Site Reliability Engineer

We are seeking a Site Reliability Engineer with strong platform development skills and a thorough understanding of securing environments, with a solid grasp of information security and performance optimization.

Why Join Us

Position Summary

We are seeking a Site Reliability Engineer with strong platform development skills and a thorough understanding of securing environments, with a solid grasp of information security and performance optimization. This role focuses on building scalable, secure, and exceptional infrastructure, automating processes wherever possible. Ideal candidates will be excellent problem solvers with the ability to multitask, collaborate effectively, and continuously learn and improve. Strong coding skills are essential, as is the ability to provide a DevOps capability model that enables rapid continuous integration and deployment of application changes. You will also oversee and govern all changes across the environment.

Essential Duties and Responsibilities

  1. Automate and Optimize Systems: Develop, maintain, and enhance automated tools and systems to ensure the high availability, performance, and reliability of services.

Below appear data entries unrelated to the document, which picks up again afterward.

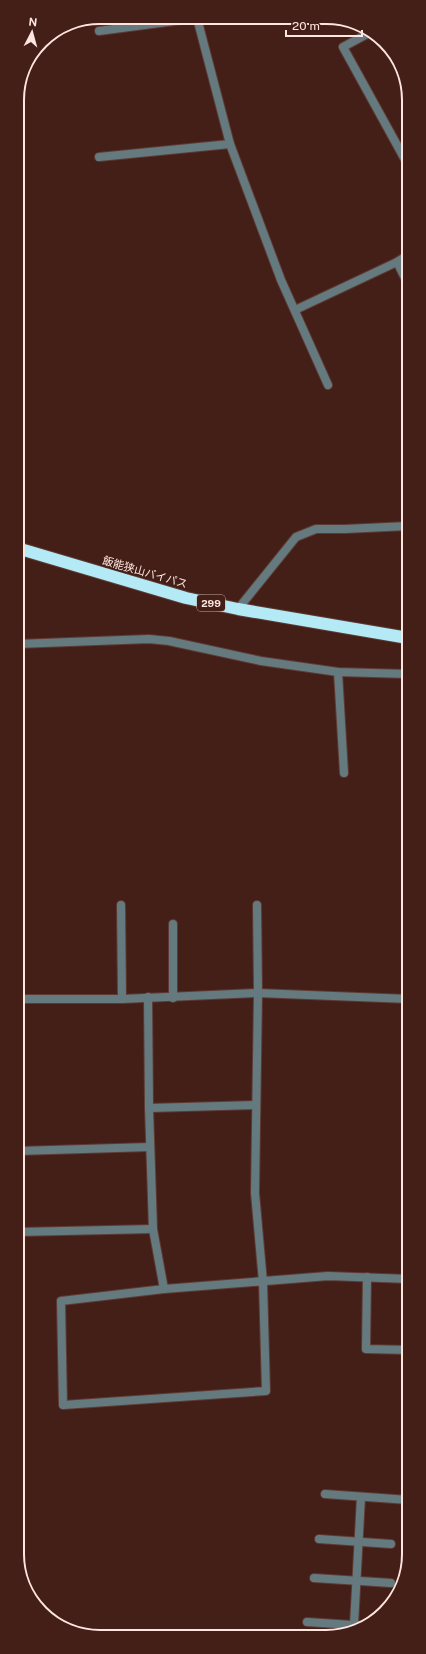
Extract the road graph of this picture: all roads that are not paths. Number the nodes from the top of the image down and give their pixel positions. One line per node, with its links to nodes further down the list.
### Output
1 (150, 24): 3 (street)
2 (199, 24): 6 (street)
3 (135, 26): 4 (street)
4 (99, 31)
5 (365, 35): 7 (street)
6 (230, 144): 8 (street); 12 (street)
7 (402, 154)
8 (99, 157)
9 (402, 259): 10 (street)
10 (397, 262): 11 (street); 12 (street)
11 (402, 272)
12 (295, 310): 13 (street)
13 (328, 385)
14 (402, 526): 16 (street)
15 (24, 550): 16 (highway, 飯能狭山バイパス / 299)
16 (238, 609): 17 (highway, 飯能狭山バイパス / 299)
17 (402, 637)
18 (24, 644): 19 (street)
19 (338, 672): 20 (street); 21 (street)
20 (402, 674)
21 (344, 773)
22 (257, 904): 25 (street)
23 (121, 905): 29 (street)
24 (173, 924): 27 (street)
25 (258, 993): 27 (street); 30 (street); 31 (street)
26 (148, 997): 27 (street); 29 (street); 32 (street)
27 (173, 998)
28 (24, 999): 29 (street)
29 (122, 999)
30 (402, 999)
31 (256, 1105): 32 (street); 39 (street)
32 (149, 1108): 33 (street)
33 (150, 1147): 34 (street); 35 (street)
34 (24, 1151)
35 (153, 1229): 36 (street); 40 (street)
36 (24, 1232)
37 (367, 1277): 38 (street); 39 (street); 41 (street)
38 (402, 1279)
39 (263, 1282): 40 (street); 40 (street)
40 (164, 1289)
41 (402, 1350)
42 (325, 1494): 43 (street)
43 (361, 1497): 44 (street); 46 (street)
44 (402, 1500)
45 (319, 1539): 46 (street)
46 (358, 1542): 47 (street); 49 (street)
47 (391, 1544)
48 (314, 1578): 49 (street)
49 (356, 1581): 50 (street); 52 (street)
50 (391, 1583)
51 (307, 1622): 52 (street)
52 (354, 1625)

  2. Collaborative Development: Work closely with development teams to design and implement scalable software solutions.

  3. Problem Resolution: Identify, troubleshoot, and resolve issues related to infrastructure, network, and system performance.

  4. CI/CD Management: Implement and manage continuous integration and deployment pipelines for streamlined software delivery.

  5. Proactive Monitoring: Monitor service metrics and logs to detect patterns and predict potential issues before they occur.

  6. Incident Response: Participate in the on-call rotation, responding promptly to incidents and emergencies.

  7. Post-Incident Analysis: Conduct thorough post-incident reviews to analyze and prevent future outages.

  8. Cloud Automation: Utilize cloud services and infrastructure as code (IaC) to automate resource provisioning and management.

  9. Comprehensive Documentation: Develop and maintain detailed documentation for system configurations, mapping, processes, and service records.

  10. Best Practices Advocacy: Promote and apply best practices in system security, reliability, and scalability.

Required Qualifications

  1. Education: Bachelor’s degree in computer science, Information Technology, or a related field (or equivalent work experience).
  2. Experience: Proven experience in a Site Reliability Engineer or similar role, typically 3+ years.
  3. Certifications: Relevant certifications such as AWS Certified SysOps Administrator, Google Professional Cloud DevOps Engineer, or Certified Kubernetes Administrator (CKA) are a plus.
  4. Security Knowledge: Solid understanding of cybersecurity best practices and tools.
  5. Scripting Skills: Proficiency in scripting languages such as Bash or PowerShell.
  6. Strong Programming Skills: Proficiency in languages such as Python, Go, Java, or Ruby.
  7. System Administration: Deep understanding of Linux/Unix systems.
  8. Cloud Computing: Experience with cloud platforms like AWS, Google Cloud, or Azure.
  9. Infrastructure as Code (IaC): Familiarity with tools like Terraform, Ansible, or CloudFormation.
  10. CI/CD Tools: Proficiency with continuous integration and deployment tools such as Jenkins, GitLab CI, or CircleCI.
  11. Monitoring and Logging: Experience with monitoring tools (Prometheus, Grafana) and logging systems (ELK stack, Splunk).
  12. Containerization and Orchestration: Knowledge of Docker and orchestration platforms like Kubernetes.
  13. Networking: Strong understanding of network protocols, firewalls, VPNs, and load balancing.
  14. Database Management: Experience with SQL and NoSQL databases (MySQL, PostgreSQL, MongoDB).

Soft Skills

  1. Problem-Solving: Strong analytical and troubleshooting skills.
  2. Collaboration: Excellent teamwork and communication skills to work effectively with cross-functional teams.
  3. Adaptability: Ability to manage multiple tasks and projects in a fast-paced environment.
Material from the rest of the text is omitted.